_Assignment:_ The answer must consist of each line of the records below that contains the string "node".

================

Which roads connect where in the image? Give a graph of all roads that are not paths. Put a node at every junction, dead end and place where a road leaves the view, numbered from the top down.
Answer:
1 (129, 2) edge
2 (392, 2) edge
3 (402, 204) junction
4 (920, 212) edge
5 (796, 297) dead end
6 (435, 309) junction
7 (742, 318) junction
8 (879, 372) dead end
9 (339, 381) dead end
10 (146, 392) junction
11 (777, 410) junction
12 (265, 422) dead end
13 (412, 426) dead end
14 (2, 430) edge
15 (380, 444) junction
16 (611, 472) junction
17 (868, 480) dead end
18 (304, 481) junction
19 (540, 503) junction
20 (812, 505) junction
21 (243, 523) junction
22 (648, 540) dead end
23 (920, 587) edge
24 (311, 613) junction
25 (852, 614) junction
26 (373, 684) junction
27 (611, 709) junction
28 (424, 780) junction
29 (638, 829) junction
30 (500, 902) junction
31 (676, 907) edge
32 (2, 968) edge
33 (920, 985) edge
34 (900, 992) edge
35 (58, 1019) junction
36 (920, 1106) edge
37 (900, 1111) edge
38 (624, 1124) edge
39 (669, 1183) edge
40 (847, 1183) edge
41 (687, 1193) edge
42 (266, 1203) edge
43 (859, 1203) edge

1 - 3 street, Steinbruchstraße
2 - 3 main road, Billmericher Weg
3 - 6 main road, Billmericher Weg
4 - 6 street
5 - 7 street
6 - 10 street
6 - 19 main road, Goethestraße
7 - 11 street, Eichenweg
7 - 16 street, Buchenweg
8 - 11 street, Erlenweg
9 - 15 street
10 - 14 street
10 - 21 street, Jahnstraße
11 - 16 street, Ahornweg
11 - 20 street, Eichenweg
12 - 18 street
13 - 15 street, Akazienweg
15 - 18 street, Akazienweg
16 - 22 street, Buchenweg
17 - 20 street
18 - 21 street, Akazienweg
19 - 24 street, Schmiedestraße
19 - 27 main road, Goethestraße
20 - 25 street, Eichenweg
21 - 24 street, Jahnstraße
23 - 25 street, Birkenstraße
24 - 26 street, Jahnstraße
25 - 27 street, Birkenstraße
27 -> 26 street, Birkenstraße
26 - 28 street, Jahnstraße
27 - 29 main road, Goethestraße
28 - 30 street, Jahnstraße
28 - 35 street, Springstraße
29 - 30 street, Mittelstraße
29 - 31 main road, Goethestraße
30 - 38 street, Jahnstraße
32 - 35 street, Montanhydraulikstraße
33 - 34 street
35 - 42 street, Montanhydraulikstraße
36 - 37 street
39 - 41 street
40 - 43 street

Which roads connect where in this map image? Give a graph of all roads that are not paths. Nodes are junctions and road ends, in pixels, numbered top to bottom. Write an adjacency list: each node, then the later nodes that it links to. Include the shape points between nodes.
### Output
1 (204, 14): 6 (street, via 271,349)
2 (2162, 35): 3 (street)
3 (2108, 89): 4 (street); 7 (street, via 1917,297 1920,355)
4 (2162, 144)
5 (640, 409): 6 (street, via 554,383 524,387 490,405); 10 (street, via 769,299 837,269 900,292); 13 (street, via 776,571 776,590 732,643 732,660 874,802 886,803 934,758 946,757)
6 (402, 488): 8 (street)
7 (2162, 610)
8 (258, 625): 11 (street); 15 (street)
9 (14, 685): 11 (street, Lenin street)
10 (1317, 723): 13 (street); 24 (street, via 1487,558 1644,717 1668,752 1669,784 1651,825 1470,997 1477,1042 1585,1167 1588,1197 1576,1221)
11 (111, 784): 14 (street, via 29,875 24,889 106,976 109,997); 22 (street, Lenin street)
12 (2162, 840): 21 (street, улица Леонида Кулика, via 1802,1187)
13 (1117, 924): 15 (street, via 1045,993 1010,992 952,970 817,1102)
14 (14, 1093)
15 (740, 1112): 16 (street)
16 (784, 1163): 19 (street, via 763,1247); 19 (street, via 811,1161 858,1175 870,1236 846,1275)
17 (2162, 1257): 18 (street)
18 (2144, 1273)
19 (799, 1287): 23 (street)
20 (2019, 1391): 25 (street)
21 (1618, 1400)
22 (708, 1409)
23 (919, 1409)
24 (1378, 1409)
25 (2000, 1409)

================

_Result of this task:_
Which roads connect where in the image? Give a graph of all roads that are not paths. Put a node at every junction, dead end and place where a road leaves the view, numbered from the top down.
Which roads connect where in this map image? Give a graph of all roads that are not paths. Nodes are junctions and road ends, in pixels, numbered top to bottom. Write an adjacency list: each node, then the later nodes that it links to. Include the shape points between nodes.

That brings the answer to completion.